__TASK STATEMENT__.
Pick up at the line with "Right hand at". Write it out exactly, along with each later line through the end of the data, and nothing more.

Stored records

──────

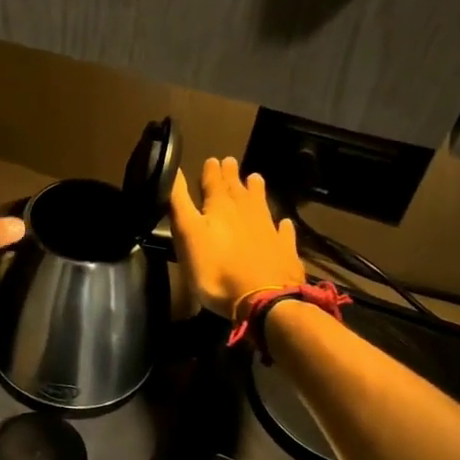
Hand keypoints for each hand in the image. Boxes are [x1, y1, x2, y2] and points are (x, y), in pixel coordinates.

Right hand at [168, 157, 306, 318]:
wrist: (264, 300)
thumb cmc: (216, 269)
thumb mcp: (187, 234)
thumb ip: (179, 202)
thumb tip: (174, 169)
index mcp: (220, 207)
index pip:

──────

__OUTPUT FOR THIS EXERCISE__.
Right hand at [168, 157, 306, 318]:
wrist: (264, 300)
thumb cmc: (216, 269)
thumb mcp: (187, 234)
thumb ip: (179, 202)
thumb tip: (174, 169)
index mcp: (220, 207)
index pip:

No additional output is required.